RT-2 (Google DeepMind, 2023–2024)
- What is RT-2 and how does it co-fine-tune a vision-language model (PaLI-X / PaLM-E) into a robotic actions?
- Explain the tokenization scheme used in RT-2 for continuous actions. Why discretize actions into bins?
- RT-2 claims emergent capabilities (e.g., chain-of-thought reasoning, arithmetic, symbol understanding) transferred to robotics. Have you reproduced or observed these in practice?
- Compare RT-2 with OpenVLA and Octo. In which scenarios would you prefer RT-2 over the others?
- How does RT-2 handle long-horizon tasks and multi-task generalization compared to Diffusion Policy or ACT?
ACT (Action Chunking Transformer, Tony Zhao et al., 2023)
- What problem does action chunking solve in transformer-based policies, and why is chunking critical for real-time control at 10–50 Hz?
- Describe the ACT architecture: how are actions chunked, how is the latent target computed, and how is variance modeled?
- Compare ACT with Diffusion Policy in terms of sample efficiency, inference speed, and success rate on contact-rich tasks.
- ACT originally used CVAE for latent modeling, later versions use flow-matching or diffusion. What benefits did the newer versions bring?
Broader Visuomotor Policy Landscape
- Compare the four major visuomotor policy families in 2024–2025:
- Transformer sequence models (ACT, Octo)
- Diffusion Policy family
- VLA-style models (RT-2, OpenVLA, Octo-Transformer)
- Flow-matching policies (e.g., MIMo, Aurora)
- When would you choose flow-matching over diffusion for a real-time robot (e.g., humanoid or mobile manipulator)?
- How do recent models like Octo (UC Berkeley, 2024) and OpenVLA (Stanford/PMI, 2024) combine strengths of ACT and RT-2?
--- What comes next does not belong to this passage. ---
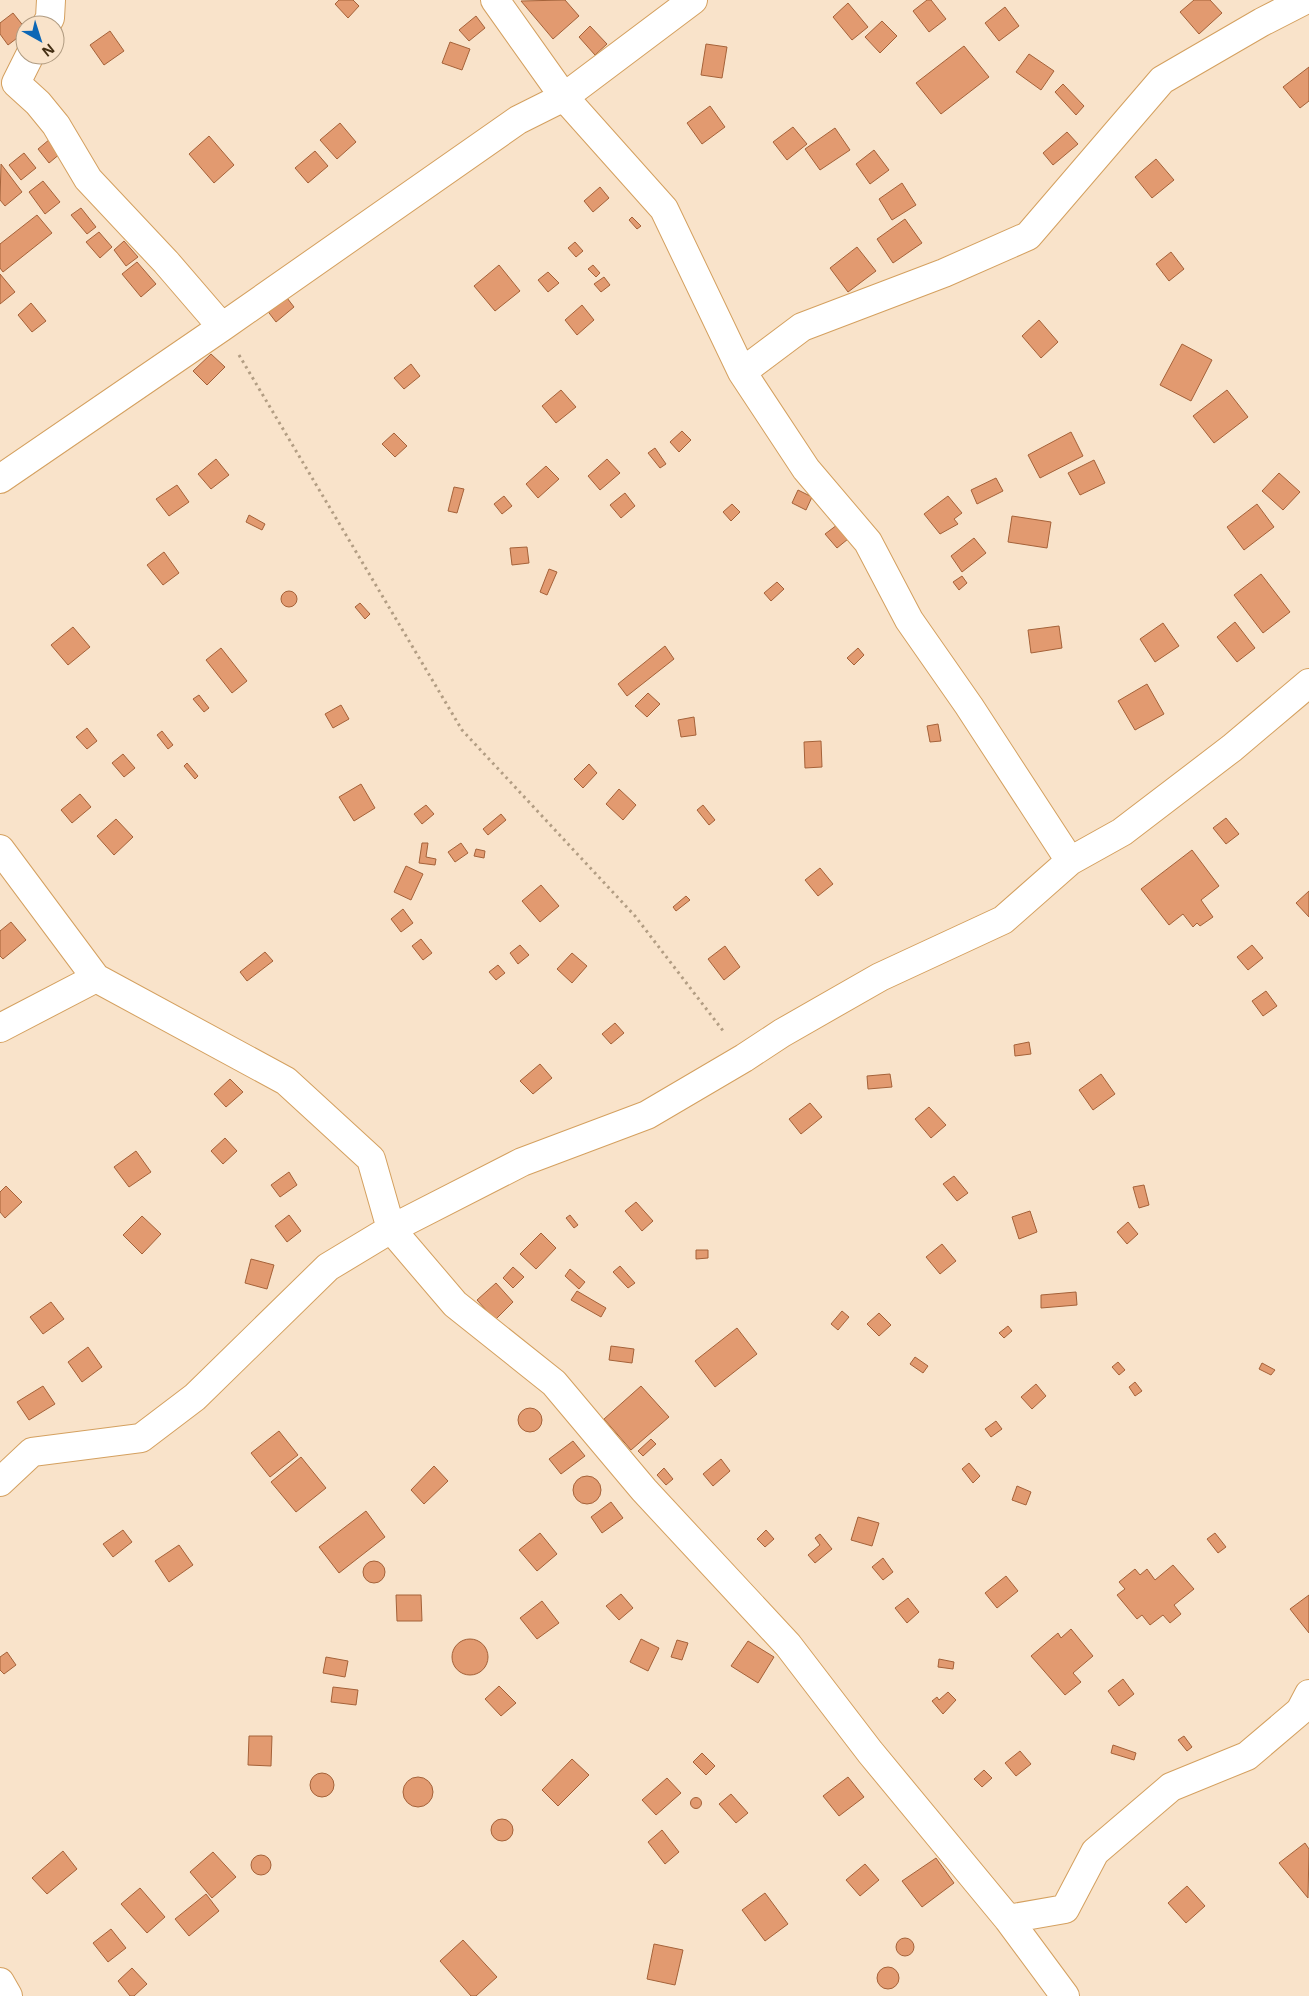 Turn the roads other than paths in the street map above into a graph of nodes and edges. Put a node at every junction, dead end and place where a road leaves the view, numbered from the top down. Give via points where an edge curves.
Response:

- What role do you see foundation models (e.g., embedding actions into the same space as language/image tokens) playing in the next 2–3 years of embodied AI?
System Design & Engineering Questions
- Design a full training pipeline for collecting a 100k+ episode real-world dataset for a bimanual mobile manipulator using Diffusion Policy or ACT.
- How would you make a visuomotor policy run in real-time (≥30 Hz) on an edge GPU (e.g., Jetson Orin) while keeping high success rate?
- You have a policy that works perfectly in simulation but completely fails on the real robot. Systematic debugging checklist?
- How would you add force/tactile sensing as additional modalities to an existing vision-only Diffusion Policy or RT-2 model?
- Explain how you would do fast adaptation (few-shot or zero-shot) to a new object instance or new background using any of these methods.
Research & Future Directions
- Where do you think the field of embodied AI will be in 2027—will we have generalist home robots? What is the biggest blocker today?
- Do you believe the current imitation-learning + internet-scale pre-training paradigm (OpenVLA, Octo, etc.) is sufficient, or do true generalization, or do we still need reinforcement learning or active data collection?
These questions range from foundational knowledge to cutting-edge research details and practical engineering challenges—perfect for mid-to-senior embodied AI engineer or researcher interviews in 2025. Good luck with your interviews!